§ GOAL OF THE EXERCISE:
Show each line of the data below that has the string "limit" in it.

§ DATA UNDER STUDY:
=== Section Start ===

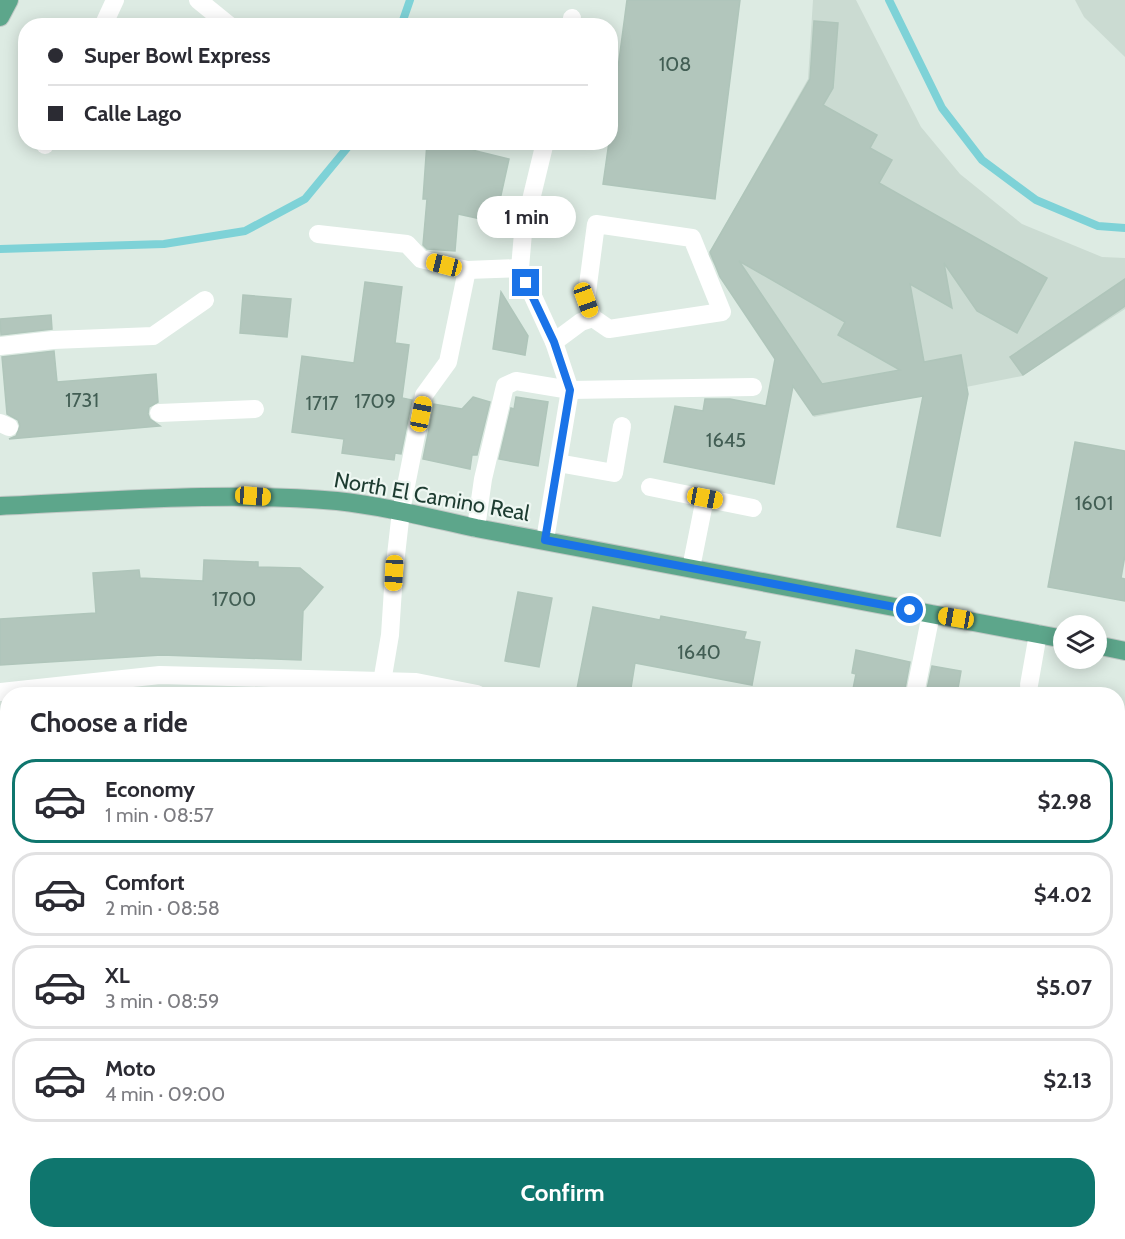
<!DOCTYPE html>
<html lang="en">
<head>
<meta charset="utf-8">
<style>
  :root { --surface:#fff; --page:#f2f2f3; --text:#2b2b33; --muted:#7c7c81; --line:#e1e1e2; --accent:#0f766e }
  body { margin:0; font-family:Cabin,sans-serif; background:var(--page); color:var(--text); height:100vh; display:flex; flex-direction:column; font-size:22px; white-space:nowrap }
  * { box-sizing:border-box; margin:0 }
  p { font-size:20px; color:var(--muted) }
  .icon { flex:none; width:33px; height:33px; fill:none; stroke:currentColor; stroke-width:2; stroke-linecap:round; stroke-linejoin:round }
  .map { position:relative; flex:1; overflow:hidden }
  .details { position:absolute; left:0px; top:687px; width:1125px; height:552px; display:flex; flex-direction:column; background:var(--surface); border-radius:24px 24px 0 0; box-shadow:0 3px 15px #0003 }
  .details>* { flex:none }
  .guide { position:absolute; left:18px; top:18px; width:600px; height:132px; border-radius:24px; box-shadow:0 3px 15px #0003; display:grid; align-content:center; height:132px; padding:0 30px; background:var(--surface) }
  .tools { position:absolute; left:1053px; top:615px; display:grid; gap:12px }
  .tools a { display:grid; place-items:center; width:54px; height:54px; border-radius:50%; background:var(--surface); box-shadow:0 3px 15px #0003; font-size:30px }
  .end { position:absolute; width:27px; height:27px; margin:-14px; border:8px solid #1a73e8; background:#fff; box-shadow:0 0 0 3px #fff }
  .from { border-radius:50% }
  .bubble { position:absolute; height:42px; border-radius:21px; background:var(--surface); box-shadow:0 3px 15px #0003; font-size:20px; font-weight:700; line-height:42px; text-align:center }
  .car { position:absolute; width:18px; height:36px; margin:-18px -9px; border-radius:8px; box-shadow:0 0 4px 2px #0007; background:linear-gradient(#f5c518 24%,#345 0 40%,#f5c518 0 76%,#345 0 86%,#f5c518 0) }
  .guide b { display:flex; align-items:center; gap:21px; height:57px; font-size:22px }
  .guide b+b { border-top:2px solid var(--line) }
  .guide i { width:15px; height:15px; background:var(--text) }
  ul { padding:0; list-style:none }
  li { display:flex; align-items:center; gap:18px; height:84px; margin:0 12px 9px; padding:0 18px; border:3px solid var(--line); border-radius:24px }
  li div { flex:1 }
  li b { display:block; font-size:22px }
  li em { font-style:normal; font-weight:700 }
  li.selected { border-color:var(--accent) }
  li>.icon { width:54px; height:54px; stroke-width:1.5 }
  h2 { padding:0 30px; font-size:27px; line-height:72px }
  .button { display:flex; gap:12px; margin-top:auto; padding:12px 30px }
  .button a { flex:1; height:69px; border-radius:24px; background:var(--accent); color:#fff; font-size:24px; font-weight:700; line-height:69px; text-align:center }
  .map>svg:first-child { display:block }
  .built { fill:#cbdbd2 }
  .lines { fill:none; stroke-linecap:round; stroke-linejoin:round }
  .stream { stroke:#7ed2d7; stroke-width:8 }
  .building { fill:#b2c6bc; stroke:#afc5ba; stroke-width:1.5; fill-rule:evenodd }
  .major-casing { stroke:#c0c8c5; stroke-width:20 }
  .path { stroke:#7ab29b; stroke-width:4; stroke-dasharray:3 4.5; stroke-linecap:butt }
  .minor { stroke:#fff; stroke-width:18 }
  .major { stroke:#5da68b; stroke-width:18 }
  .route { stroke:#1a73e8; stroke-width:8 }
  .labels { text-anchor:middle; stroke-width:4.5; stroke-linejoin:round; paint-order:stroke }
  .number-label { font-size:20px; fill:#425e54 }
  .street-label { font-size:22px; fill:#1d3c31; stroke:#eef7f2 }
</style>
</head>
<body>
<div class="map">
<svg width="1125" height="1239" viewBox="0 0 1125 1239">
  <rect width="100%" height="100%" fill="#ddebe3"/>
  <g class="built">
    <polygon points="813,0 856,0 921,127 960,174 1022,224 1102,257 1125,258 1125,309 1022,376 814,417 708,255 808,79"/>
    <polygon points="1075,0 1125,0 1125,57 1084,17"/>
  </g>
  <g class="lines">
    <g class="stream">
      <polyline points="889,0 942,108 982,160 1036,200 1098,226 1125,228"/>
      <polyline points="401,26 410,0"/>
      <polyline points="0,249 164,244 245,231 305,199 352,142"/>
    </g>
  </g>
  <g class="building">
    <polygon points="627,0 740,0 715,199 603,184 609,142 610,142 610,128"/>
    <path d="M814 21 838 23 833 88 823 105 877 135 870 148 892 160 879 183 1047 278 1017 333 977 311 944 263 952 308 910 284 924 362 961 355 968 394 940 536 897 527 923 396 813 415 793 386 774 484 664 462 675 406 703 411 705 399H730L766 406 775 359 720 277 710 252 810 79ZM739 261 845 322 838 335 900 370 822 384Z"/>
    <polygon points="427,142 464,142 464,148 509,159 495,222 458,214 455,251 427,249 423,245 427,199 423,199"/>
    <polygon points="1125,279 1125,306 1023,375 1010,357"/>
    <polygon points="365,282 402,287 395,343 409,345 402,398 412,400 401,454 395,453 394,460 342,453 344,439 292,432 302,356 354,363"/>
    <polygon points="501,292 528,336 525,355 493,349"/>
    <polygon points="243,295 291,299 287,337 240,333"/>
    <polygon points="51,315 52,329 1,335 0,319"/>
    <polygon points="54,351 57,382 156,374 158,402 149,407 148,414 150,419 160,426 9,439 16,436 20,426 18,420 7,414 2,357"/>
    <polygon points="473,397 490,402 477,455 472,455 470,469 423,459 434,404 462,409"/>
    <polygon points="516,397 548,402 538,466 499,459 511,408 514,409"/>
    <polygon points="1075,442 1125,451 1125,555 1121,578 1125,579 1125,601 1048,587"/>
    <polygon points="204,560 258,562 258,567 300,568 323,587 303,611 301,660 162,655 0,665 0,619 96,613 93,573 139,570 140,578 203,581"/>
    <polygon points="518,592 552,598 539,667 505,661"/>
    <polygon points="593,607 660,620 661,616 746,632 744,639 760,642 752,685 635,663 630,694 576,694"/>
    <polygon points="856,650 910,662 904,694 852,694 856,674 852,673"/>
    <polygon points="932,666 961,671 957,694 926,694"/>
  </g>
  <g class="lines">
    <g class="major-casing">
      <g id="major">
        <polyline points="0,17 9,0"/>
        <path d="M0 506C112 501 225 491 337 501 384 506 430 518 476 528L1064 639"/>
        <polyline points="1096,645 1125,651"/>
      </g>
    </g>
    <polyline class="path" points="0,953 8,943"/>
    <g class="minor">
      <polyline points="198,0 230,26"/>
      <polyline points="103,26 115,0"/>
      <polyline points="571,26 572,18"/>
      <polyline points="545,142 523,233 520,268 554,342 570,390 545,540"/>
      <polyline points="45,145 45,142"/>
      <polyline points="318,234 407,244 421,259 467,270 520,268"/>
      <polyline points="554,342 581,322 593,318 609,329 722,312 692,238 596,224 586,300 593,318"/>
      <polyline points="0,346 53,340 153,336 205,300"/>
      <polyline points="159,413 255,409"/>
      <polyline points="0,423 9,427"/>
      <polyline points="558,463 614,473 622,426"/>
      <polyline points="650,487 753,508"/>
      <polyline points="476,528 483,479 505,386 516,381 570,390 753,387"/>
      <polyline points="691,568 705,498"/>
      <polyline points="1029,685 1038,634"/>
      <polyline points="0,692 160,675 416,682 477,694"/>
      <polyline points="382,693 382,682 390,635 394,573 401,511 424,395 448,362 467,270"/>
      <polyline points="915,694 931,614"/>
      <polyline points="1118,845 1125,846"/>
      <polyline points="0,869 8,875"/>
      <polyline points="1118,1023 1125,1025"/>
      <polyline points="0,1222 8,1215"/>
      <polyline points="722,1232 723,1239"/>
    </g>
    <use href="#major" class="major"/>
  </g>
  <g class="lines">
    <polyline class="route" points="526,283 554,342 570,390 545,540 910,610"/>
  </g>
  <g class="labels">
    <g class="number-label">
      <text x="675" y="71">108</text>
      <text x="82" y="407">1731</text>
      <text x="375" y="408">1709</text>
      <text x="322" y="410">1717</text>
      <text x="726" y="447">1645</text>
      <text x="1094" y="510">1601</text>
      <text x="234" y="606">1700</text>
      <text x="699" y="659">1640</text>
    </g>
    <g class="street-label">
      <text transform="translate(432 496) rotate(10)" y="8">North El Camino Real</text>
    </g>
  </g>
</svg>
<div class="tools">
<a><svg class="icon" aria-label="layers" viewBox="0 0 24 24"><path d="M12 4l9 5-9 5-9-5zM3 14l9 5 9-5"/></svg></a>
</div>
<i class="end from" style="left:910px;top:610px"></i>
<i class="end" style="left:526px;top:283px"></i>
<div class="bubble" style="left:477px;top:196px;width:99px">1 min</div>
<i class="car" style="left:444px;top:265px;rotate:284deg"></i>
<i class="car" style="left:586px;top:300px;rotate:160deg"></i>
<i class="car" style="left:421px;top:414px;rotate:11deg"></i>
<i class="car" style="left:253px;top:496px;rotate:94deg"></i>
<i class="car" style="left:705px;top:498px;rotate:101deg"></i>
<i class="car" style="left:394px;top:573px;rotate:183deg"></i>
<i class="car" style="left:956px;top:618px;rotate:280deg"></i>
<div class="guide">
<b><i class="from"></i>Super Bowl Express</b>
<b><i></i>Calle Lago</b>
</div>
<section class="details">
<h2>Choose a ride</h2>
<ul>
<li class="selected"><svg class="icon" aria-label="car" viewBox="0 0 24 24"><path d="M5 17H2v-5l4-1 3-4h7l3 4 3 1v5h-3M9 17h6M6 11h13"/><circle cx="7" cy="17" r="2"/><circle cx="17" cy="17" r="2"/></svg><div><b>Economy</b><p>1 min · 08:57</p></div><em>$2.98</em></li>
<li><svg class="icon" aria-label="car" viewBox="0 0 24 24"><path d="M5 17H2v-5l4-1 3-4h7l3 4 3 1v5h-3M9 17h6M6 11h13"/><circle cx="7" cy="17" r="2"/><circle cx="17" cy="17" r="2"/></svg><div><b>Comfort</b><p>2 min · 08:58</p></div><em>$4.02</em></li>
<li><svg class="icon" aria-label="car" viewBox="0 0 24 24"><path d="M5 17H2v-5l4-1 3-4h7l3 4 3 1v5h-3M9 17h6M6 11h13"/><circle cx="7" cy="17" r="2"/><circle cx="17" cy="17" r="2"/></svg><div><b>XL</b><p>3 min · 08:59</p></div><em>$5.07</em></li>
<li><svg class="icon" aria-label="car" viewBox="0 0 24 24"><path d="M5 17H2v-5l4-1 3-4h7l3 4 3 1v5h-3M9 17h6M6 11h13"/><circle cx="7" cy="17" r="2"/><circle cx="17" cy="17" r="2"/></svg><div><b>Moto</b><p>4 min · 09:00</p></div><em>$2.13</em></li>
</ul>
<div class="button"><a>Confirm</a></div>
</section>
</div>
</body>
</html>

=== Section End ===
=== Section Start ===

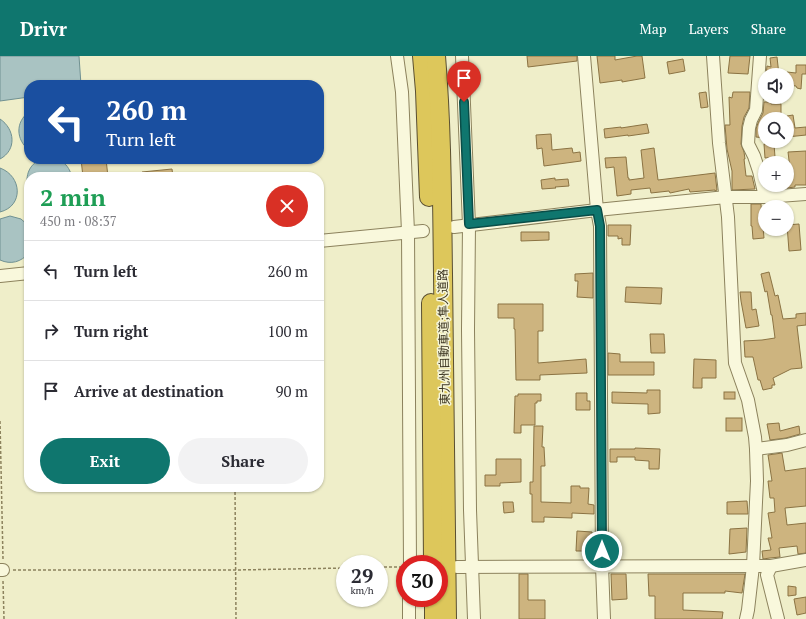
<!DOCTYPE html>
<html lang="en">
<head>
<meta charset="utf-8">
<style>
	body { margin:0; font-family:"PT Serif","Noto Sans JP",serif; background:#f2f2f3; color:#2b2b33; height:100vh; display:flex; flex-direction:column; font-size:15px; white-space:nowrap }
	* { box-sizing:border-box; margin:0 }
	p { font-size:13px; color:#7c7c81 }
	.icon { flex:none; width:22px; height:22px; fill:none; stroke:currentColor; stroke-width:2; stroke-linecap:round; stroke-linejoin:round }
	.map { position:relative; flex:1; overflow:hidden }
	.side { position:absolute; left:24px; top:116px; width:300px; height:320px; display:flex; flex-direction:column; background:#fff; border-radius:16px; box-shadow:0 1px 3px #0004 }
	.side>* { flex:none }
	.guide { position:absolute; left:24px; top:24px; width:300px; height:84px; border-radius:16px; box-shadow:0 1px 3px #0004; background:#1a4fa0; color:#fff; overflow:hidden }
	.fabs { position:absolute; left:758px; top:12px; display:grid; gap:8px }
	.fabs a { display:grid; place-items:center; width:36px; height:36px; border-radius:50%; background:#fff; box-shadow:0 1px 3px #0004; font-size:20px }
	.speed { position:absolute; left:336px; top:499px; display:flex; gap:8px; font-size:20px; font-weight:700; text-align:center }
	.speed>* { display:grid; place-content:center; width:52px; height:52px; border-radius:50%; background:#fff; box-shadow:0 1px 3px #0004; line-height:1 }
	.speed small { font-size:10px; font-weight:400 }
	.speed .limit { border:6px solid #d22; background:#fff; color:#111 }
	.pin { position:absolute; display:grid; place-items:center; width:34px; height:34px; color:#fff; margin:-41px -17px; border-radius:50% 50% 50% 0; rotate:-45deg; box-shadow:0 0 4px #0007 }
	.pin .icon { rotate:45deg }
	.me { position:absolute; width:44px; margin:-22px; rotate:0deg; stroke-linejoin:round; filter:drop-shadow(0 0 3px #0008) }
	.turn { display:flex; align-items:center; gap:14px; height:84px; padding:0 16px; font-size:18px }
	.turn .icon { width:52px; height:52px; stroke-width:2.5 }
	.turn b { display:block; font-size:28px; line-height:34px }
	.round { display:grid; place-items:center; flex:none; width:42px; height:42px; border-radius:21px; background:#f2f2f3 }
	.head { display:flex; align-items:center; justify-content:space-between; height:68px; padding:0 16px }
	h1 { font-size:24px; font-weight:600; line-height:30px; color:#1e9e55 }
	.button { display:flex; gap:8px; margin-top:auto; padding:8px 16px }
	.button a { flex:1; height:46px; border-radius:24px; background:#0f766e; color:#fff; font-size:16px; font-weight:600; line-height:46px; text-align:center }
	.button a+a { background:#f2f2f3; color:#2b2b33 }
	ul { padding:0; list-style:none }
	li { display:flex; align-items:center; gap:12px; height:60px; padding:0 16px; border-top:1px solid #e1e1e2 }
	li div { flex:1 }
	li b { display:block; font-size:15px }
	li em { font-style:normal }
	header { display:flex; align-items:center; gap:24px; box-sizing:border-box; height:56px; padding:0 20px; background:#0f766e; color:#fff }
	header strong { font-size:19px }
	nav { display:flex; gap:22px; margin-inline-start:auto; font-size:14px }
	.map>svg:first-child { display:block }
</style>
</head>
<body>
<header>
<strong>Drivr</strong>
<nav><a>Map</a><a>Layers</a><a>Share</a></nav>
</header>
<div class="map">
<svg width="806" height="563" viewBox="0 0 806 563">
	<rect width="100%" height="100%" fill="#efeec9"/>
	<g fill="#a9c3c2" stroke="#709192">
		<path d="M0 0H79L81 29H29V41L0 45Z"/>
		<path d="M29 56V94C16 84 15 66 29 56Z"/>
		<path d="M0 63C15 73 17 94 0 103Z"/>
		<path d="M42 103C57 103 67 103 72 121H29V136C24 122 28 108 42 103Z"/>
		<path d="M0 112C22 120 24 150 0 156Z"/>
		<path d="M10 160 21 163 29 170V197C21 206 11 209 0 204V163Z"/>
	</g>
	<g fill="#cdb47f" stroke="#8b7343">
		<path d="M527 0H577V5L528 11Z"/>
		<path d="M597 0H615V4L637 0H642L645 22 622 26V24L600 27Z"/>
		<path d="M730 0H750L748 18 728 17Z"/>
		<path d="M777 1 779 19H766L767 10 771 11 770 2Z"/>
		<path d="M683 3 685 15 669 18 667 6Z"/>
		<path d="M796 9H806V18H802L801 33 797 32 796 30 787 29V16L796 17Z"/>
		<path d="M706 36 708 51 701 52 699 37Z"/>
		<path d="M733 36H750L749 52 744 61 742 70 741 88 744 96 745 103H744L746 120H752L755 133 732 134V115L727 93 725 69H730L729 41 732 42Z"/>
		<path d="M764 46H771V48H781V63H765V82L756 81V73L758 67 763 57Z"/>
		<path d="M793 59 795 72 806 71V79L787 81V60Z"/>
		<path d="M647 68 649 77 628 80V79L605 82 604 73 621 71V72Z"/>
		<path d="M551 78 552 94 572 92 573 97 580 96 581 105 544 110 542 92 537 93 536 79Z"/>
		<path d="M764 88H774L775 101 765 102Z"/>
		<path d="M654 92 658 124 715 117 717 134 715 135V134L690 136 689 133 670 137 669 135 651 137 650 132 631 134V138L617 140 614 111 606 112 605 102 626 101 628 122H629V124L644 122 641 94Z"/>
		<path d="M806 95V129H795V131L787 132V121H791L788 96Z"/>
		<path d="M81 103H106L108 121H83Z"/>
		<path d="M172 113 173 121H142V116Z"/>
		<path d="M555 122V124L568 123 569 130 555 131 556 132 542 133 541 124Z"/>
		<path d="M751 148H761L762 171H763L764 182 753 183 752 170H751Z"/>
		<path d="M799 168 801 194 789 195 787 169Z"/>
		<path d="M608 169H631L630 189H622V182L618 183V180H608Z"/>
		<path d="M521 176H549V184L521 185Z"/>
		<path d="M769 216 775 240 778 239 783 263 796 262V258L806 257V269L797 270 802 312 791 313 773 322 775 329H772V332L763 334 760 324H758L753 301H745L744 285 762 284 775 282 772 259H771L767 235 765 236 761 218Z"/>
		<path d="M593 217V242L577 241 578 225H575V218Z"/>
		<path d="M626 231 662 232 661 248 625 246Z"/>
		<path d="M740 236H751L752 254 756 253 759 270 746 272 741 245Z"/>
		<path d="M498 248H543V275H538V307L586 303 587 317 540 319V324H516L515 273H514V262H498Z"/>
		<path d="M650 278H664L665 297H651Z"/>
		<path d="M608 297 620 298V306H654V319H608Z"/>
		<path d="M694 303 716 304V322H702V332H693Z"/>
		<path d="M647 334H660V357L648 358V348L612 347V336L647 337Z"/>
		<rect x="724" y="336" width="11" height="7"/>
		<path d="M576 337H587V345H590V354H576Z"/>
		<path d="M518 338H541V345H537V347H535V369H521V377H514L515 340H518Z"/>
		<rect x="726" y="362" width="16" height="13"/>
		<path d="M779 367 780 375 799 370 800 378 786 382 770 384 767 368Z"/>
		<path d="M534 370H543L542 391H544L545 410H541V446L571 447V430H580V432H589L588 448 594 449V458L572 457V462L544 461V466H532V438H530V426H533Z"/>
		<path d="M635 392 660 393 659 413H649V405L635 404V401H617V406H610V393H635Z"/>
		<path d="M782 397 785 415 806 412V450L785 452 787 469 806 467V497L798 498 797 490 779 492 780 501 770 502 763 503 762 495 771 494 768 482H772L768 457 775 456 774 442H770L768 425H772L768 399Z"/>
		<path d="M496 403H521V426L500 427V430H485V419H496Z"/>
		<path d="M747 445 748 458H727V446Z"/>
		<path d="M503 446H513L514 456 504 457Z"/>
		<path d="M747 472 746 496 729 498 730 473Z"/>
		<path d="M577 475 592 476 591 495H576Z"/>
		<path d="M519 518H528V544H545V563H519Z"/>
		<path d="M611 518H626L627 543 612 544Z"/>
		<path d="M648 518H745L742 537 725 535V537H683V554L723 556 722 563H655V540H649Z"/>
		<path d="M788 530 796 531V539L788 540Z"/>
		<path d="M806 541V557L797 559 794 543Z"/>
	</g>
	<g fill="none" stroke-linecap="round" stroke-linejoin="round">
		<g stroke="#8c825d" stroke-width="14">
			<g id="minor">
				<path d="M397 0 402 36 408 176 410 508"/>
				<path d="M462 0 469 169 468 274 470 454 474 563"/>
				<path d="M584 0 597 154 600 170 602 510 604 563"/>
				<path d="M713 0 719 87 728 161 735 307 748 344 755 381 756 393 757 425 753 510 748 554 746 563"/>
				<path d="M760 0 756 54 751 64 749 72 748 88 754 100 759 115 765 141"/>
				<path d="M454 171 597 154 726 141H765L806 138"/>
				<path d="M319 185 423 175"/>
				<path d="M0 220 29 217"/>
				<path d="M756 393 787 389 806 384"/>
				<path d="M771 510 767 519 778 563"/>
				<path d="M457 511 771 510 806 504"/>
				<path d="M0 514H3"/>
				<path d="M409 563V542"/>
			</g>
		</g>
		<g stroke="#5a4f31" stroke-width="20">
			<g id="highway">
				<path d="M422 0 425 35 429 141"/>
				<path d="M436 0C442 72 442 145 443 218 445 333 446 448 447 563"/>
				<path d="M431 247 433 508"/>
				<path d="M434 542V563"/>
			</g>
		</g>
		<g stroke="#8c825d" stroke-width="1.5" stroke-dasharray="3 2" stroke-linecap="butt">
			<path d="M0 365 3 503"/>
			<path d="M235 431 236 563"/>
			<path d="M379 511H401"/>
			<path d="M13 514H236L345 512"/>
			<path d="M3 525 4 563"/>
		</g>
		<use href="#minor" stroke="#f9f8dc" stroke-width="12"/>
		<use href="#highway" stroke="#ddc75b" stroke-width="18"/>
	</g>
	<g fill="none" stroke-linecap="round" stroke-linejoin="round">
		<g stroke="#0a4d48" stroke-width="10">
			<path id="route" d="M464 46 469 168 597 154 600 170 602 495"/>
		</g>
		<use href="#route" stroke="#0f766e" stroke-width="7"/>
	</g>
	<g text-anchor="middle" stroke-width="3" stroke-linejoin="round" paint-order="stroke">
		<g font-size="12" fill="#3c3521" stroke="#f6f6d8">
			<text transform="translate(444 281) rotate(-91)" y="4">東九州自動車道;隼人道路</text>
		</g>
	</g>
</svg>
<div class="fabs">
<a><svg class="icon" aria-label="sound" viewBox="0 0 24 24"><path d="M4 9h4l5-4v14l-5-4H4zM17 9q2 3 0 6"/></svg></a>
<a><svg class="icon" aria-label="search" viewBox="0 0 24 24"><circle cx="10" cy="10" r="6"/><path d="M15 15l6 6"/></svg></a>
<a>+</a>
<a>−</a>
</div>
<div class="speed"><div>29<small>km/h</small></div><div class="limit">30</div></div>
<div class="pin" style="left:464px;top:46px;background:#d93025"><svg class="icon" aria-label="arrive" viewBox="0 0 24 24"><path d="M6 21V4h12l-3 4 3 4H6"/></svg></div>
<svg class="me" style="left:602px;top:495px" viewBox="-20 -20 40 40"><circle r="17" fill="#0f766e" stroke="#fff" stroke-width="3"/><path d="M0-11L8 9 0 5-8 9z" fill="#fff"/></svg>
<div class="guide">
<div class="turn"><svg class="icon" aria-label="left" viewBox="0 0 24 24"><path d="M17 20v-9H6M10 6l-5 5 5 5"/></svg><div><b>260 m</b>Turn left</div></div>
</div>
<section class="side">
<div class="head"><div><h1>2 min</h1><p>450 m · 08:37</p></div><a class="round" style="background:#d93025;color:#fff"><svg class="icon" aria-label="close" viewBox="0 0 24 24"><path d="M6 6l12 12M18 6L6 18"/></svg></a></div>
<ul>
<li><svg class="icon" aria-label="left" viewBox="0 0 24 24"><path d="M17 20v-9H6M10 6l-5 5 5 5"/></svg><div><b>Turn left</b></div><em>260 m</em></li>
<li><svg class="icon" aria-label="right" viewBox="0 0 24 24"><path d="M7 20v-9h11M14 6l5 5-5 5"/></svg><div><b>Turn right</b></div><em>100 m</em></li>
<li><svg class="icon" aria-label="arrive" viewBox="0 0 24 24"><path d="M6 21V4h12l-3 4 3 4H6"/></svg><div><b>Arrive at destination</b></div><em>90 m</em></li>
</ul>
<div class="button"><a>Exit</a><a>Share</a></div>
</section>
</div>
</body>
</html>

=== Section End ===

§ YOUR RESPONSE:
	.speed .limit { border:6px solid #d22; background:#fff; color:#111 }
<div class="speed"><div>29<small>km/h</small></div><div class="limit">30</div></div>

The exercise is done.